Но предварительно я записал себе на память приказания, которые я получил в течение дня от канцлера, чтобы завтра в точности исполнить их. Канцлер был опять необыкновенно сообщителен и снисходительно относился к моим расспросам. Он немного простудился. Прошедшую ночь он чувствовал сильные судороги в ноге, что с ним иногда случается. Ему помогает только следующее средство: он начинает босиком ходить по комнате. Но тут-то он и простудился. «Один черт должен быть изгнан другим: судороги кончились, а насморк начался».

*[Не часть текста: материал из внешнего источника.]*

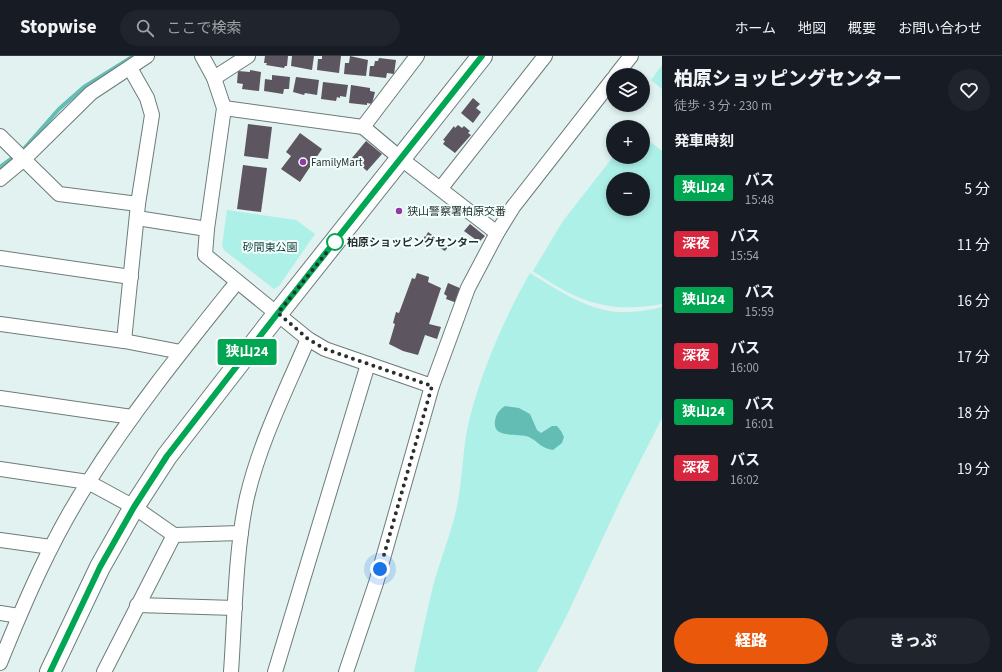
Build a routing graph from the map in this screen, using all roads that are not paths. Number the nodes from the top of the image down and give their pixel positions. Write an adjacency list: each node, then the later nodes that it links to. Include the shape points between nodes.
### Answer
1 (202, 56): 10 (street)
2 (248, 56): 10 (street)
3 (416, 56): 13 (street)
4 (482, 56): 15 (street)
5 (545, 56): 18 (street)
6 (631, 56): 9 (street)
7 (144, 57): 8 (street)
8 (130, 68): 16 (street, via 91,93); 19 (street, via 147,98 152,114)
9 (622, 68)
10 (214, 78): 12 (street)
11 (606, 88): 22 (street, via 531,183)
12 (224, 108): 13 (street); 21 (street)
13 (363, 126): 15 (street)
14 (0, 136): 16 (street)
15 (400, 158): 18 (street); 26 (street)
16 (24, 159): 17 (street); 19 (street, via 59,194)
17 (0, 179)
18 (441, 188): 22 (street)
19 (138, 204): 20 (street)
20 (137, 218): 21 (street); 24 (street)
21 (207, 229): 25 (street, via 205,255)
22 (497, 233): 32 (street, via 468,288)
23 (0, 258): 24 (street)
24 (131, 277): 29 (street)
25 (237, 282): 26 (street); 30 (street)
26 (278, 313): 28 (street); 37 (street, via 183,434)
27 (0, 324): 29 (street)
28 (308, 339): 31 (street, via 325,349); 38 (street, via 270,426 248,496)
29 (124, 341): 30 (street)
30 (181, 352): 34 (street)
31 (368, 364): 32 (street); 50 (street)
32 (432, 386): 51 (street, via 376,583)
33 (0, 398): 34 (street)
34 (132, 417): 36 (street)
35 (0, 469): 36 (street)
36 (88, 482): 37 (street); 41 (street)
37 (134, 507): 39 (street); 47 (street, via 100,567)
38 (241, 533): 39 (street); 43 (street)
39 (174, 535): 42 (street)
40 (0, 540): 41 (street)
41 (51, 547): 45 (street)
42 (137, 605): 43 (street); 48 (street)
43 (235, 608): 49 (street)
44 (0, 613): 45 (street)
45 (19, 616): 46 (street)
46 (0, 664)
47 (50, 672)
48 (104, 672)
49 (230, 672)
50 (275, 672)
51 (346, 672)

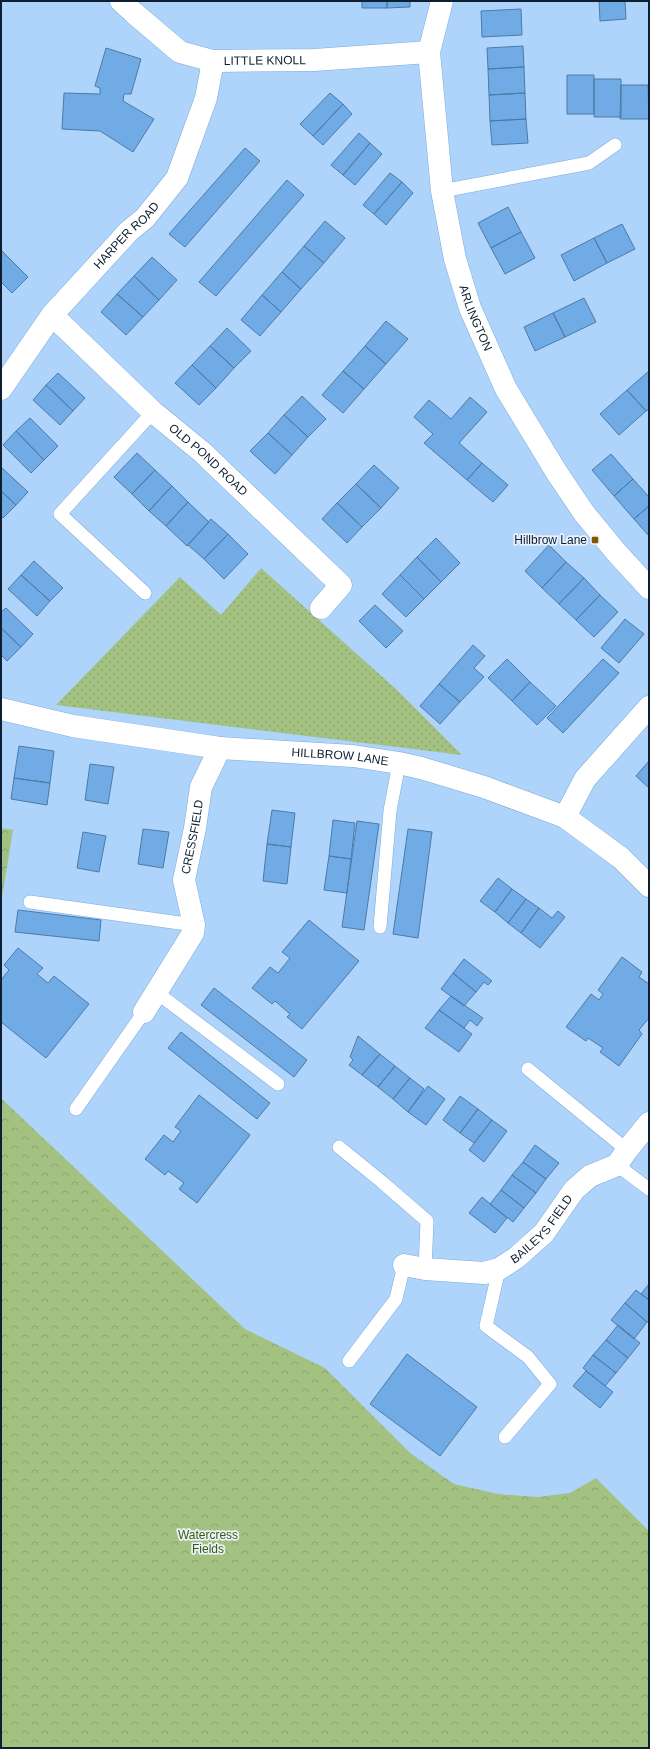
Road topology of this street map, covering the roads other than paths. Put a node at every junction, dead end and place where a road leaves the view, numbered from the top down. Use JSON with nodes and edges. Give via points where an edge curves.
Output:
{"nodes":[{"id":1,"x":121,"y":1,"type":"edge"},
{"id":2,"x":442,"y":1,"type":"edge"},
{"id":3,"x":429,"y":52,"type":"junction"},
{"id":4,"x":213,"y":61,"type":"junction"},
{"id":5,"x":615,"y":145,"type":"dead end"},
{"id":6,"x":442,"y":191,"type":"junction"},
{"id":7,"x":52,"y":315,"type":"junction"},
{"id":8,"x":1,"y":389,"type":"edge"},
{"id":9,"x":153,"y":412,"type":"junction"},
{"id":10,"x":649,"y":588,"type":"edge"},
{"id":11,"x":145,"y":593,"type":"dead end"},
{"id":12,"x":321,"y":608,"type":"dead end"},
{"id":13,"x":649,"y":707,"type":"edge"},
{"id":14,"x":1,"y":709,"type":"edge"},
{"id":15,"x":220,"y":748,"type":"junction"},
{"id":16,"x":399,"y":763,"type":"junction"},
{"id":17,"x":565,"y":817,"type":"junction"},
{"id":18,"x":649,"y":886,"type":"edge"},
{"id":19,"x":30,"y":902,"type":"dead end"},
{"id":20,"x":194,"y":925,"type":"junction"},
{"id":21,"x":380,"y":926,"type":"dead end"},
{"id":22,"x":156,"y":992,"type":"junction"},
{"id":23,"x":144,"y":1012,"type":"joint"},
{"id":24,"x":528,"y":1069,"type":"dead end"},
{"id":25,"x":278,"y":1084,"type":"dead end"},
{"id":26,"x":76,"y":1109,"type":"dead end"},
{"id":27,"x":649,"y":1123,"type":"edge"},
{"id":28,"x":338,"y":1147,"type":"dead end"},
{"id":29,"x":622,"y":1157,"type":"junction"},
{"id":30,"x":649,"y":1189,"type":"edge"},
{"id":31,"x":415,"y":1267,"type":"junction"},
{"id":32,"x":499,"y":1269,"type":"junction"},
{"id":33,"x":349,"y":1361,"type":"dead end"},
{"id":34,"x":505,"y":1436,"type":"dead end"}],
"edges":[{"from":1,"to":4,"type":"street","name":"LITTLE KNOLL","via":[[180,52]]},
{"from":2,"to":3,"type":"street","name":"ARLINGTON"},
{"from":3,"to":4,"type":"street","name":"LITTLE KNOLL","via":[[314,60]]},
{"from":3,"to":6,"type":"street","name":"ARLINGTON"},
{"from":4,"to":7,"type":"street","name":"HARPER ROAD","via":[[206,98],[177,178],[146,218],[129,232]]},
{"from":5,"to":6,"type":"lane","via":[[589,163]]},
{"from":6,"to":10,"type":"street","name":"ARLINGTON","via":[[455,259],[470,308],[506,389],[584,513]]},
{"from":7,"to":8,"type":"street","name":"HARPER ROAD"},
{"from":7,"to":9,"type":"street","name":"OLD POND ROAD"},
{"from":9,"to":11,"type":"lane","via":[[60,514]]},
{"from":9,"to":12,"type":"street","name":"OLD POND ROAD","via":[[202,452],[341,585]]},
{"from":13,"to":17,"type":"street","via":[[585,779]]},
{"from":14,"to":15,"type":"street","name":"HILLBROW LANE","via":[[72,726]]},
{"from":15,"to":16,"type":"street","name":"HILLBROW LANE","via":[[353,756]]},
{"from":15,"to":20,"type":"street","name":"CRESSFIELD","via":[[201,787],[184,880]]},
{"from":16,"to":17,"type":"street","name":"HILLBROW LANE","via":[[484,787]]},
{"from":16,"to":21,"type":"lane","via":[[390,811]]},
{"from":17,"to":18,"type":"street","name":"HILLBROW LANE","via":[[621,858]]},
{"from":19,"to":20,"type":"lane"},
{"from":20,"to":22,"type":"street","via":[[193,933]]},
{"from":22,"to":23,"type":"street"},
{"from":22,"to":25,"type":"lane"},
{"from":23,"to":26,"type":"lane"},
{"from":24,"to":29,"type":"lane"},
{"from":27,"to":29,"type":"street","name":"BAILEYS FIELD"},
{"from":28,"to":31,"type":"lane","via":[[427,1221]]},
{"from":29,"to":30,"type":"lane"},
{"from":29,"to":32,"type":"street","name":"BAILEYS FIELD","via":[[590,1176],[574,1190],[544,1233],[516,1258]]},
{"from":31,"to":32,"type":"street","name":"BAILEYS FIELD","via":[[484,1273]]},
{"from":31,"to":33,"type":"lane","via":[[396,1299]]},
{"from":32,"to":34,"type":"lane","via":[[486,1326],[528,1357],[550,1384]]}]}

Затем он выразил желание, чтобы я еще раз обратил внимание прессы на то, что французы ведут войну, как варвары, и что постоянно повторяются с их стороны нарушения правил Женевской конвенции, «которые, конечно, в сущности, никакого практического значения иметь не могут», добавил он. Говорил также, чтобы я упомянул об их непозволительной стрельбе в парламентеров, сопровождаемых трубачом и белым флагом. «Они позволили толпе оскорблять немецких пленных в Меце, – продолжал он, – не давали им ничего есть и запирали их в подвалы. Удивительного в этом, впрочем, ничего нет. Они постоянно воевали с дикарями, и после войн в Алжире, Китае, дальней Индии и Мексике они сами наконец сделались варварами».